___ Record set

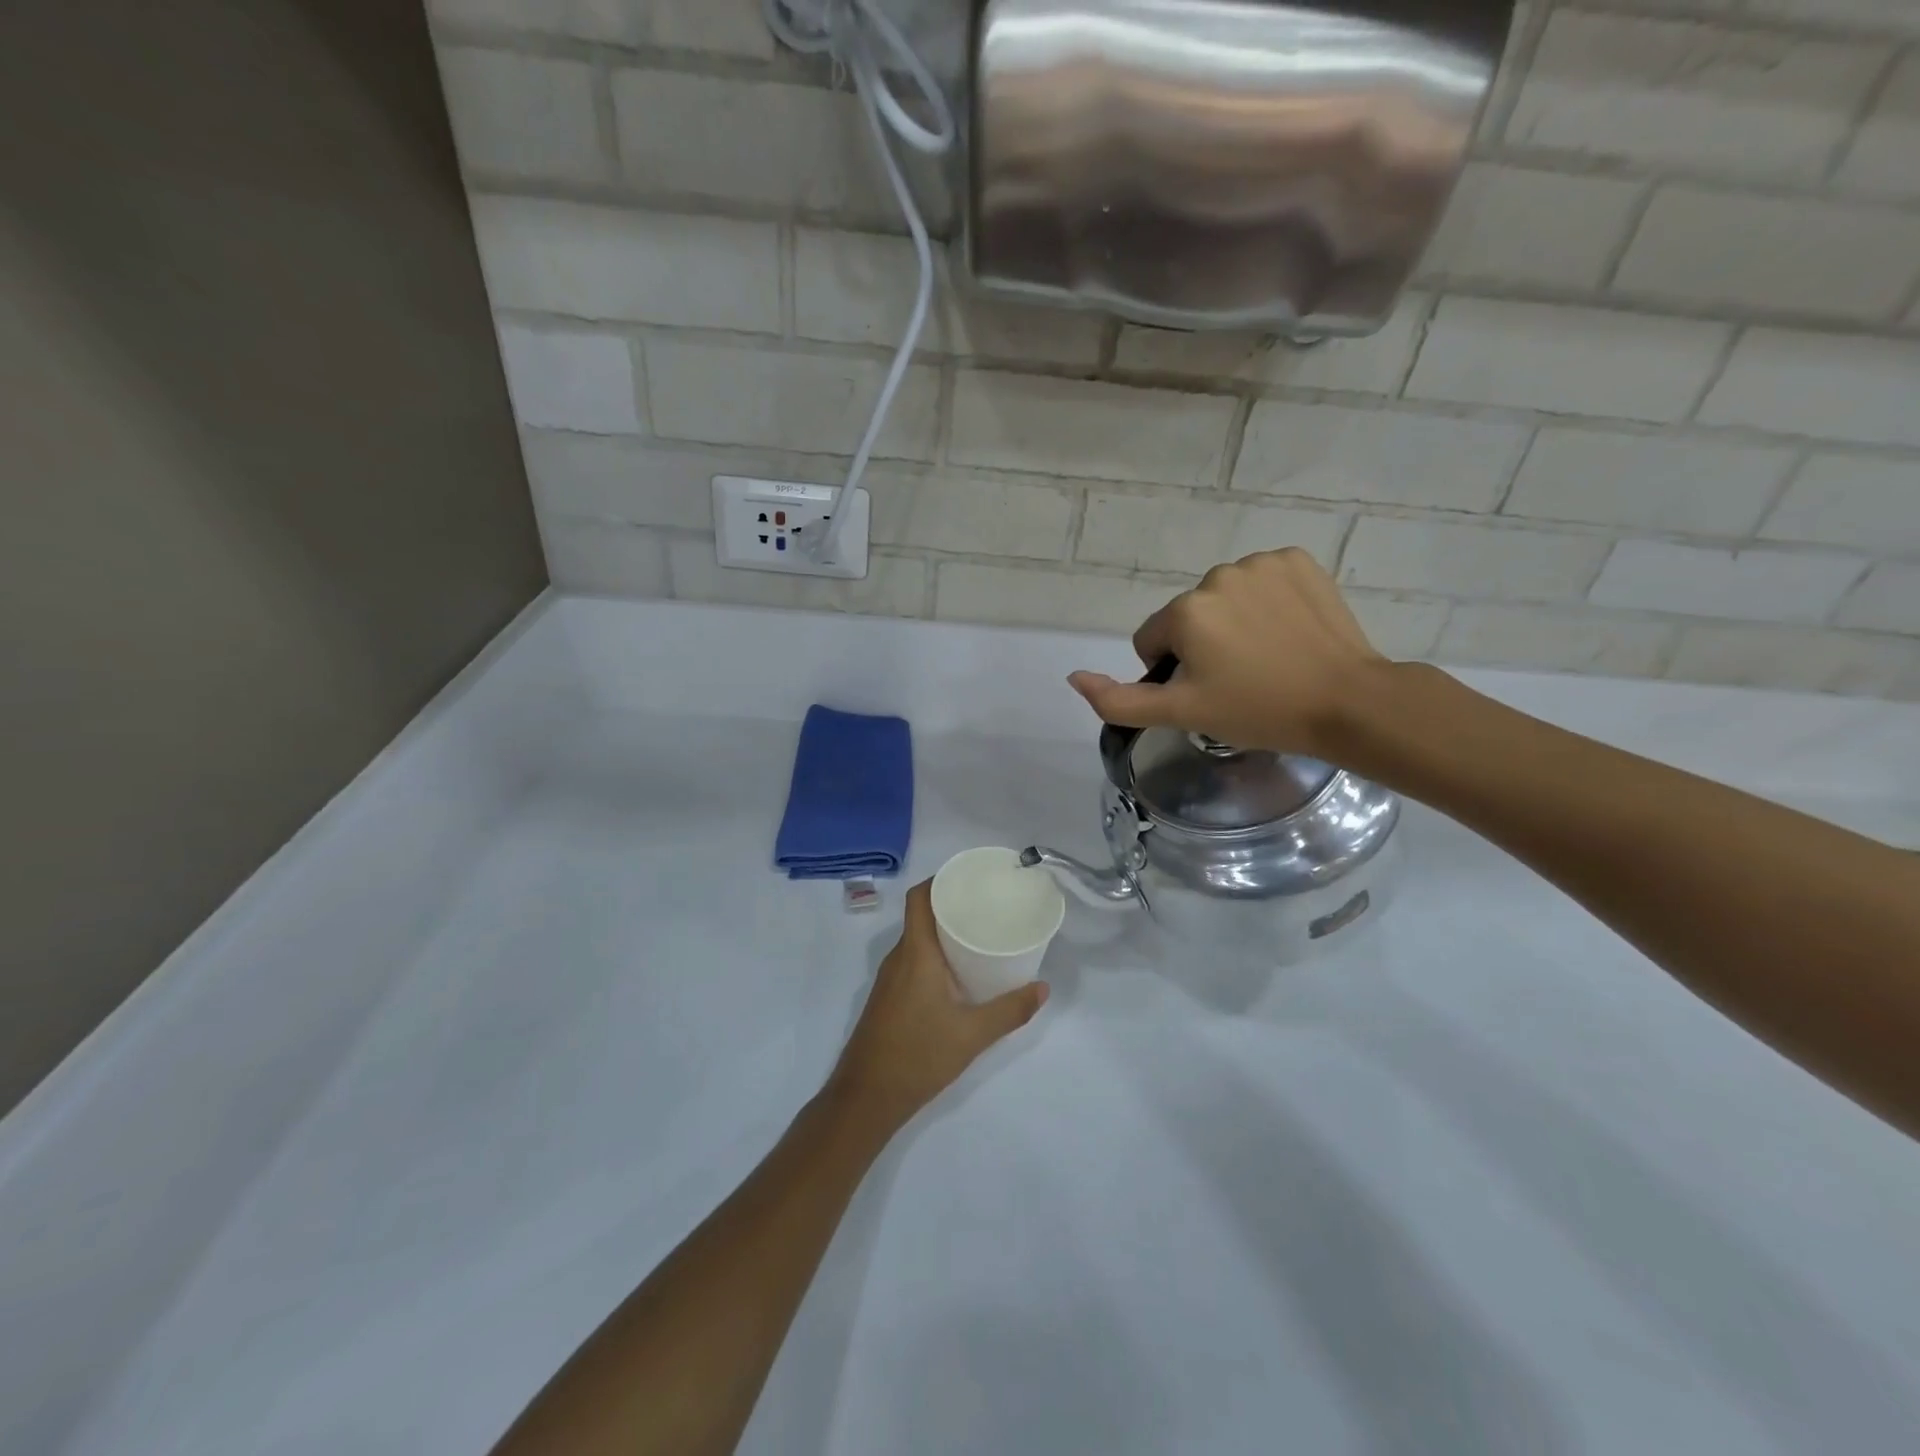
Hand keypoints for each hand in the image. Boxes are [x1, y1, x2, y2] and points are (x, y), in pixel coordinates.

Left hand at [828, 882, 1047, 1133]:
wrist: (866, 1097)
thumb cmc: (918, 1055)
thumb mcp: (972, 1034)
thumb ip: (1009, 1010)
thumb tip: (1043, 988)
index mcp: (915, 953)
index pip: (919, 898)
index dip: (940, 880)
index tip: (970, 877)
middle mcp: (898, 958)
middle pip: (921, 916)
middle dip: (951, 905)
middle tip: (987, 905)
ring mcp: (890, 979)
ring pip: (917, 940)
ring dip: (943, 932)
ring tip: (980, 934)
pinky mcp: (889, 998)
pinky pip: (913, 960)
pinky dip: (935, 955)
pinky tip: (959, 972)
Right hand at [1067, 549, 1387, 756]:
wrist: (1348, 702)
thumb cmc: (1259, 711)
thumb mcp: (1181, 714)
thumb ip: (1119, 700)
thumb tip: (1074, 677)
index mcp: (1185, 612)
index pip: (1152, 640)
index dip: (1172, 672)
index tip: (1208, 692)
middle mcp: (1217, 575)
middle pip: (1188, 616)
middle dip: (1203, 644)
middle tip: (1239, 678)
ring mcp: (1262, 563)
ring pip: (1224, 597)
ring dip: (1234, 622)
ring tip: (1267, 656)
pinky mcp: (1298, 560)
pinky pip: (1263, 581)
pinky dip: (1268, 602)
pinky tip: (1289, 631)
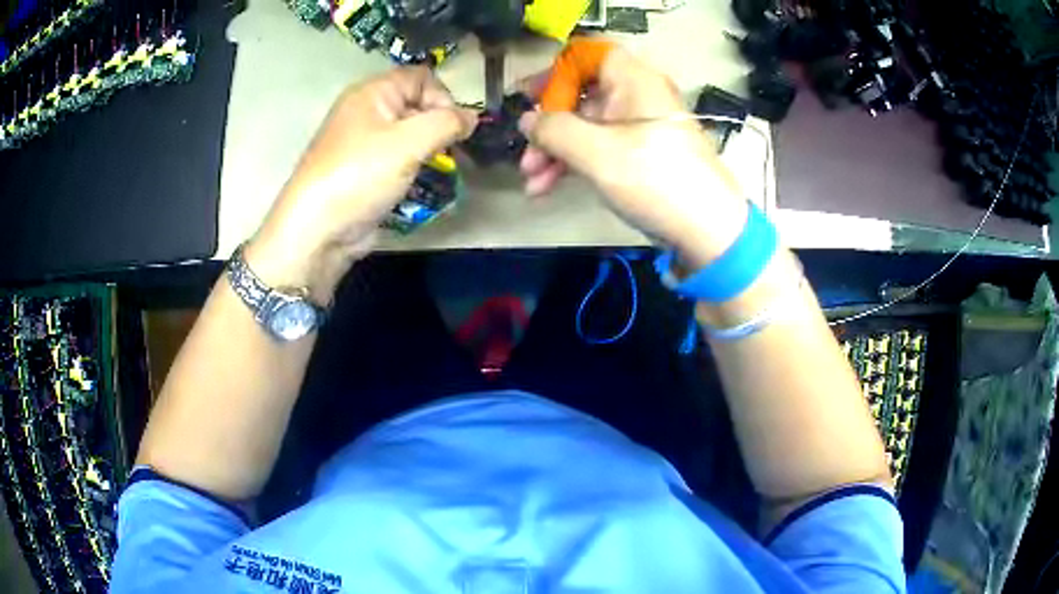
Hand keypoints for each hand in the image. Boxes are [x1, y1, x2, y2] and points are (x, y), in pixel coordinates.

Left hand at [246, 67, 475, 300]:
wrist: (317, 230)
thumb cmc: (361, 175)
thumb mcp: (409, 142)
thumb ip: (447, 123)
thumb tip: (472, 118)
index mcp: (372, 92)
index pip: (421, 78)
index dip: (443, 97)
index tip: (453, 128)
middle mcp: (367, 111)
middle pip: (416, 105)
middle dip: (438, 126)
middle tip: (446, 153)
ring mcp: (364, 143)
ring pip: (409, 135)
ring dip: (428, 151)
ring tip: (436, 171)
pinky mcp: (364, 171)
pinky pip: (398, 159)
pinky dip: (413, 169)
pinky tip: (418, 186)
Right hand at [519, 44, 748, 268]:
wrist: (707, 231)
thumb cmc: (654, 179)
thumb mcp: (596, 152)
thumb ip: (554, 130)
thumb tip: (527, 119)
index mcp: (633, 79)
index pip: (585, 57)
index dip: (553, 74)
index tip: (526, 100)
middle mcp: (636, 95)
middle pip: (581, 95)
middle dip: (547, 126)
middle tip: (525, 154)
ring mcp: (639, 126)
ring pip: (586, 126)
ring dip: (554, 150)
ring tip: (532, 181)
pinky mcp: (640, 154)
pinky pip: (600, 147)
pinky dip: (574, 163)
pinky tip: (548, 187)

______

◆ Activity ◆
Restate, without alteration, the lines of the material above that begin at the one containing "index mcp: (633, 79)" and run through its last line.

◆ Answer below ◆
index mcp: (633, 79)
index pip: (585, 57)
index dip: (553, 74)
index tip: (526, 100)
middle mcp: (636, 95)
middle pip: (581, 95)
middle dip: (547, 126)
middle tip: (525, 154)
ring mcp: (639, 126)
ring pip: (586, 126)
ring dip: (554, 150)
ring tip: (532, 181)
pinky mcp: (640, 154)
pinky pip: (600, 147)
pinky dip: (574, 163)
pinky tip: (548, 187)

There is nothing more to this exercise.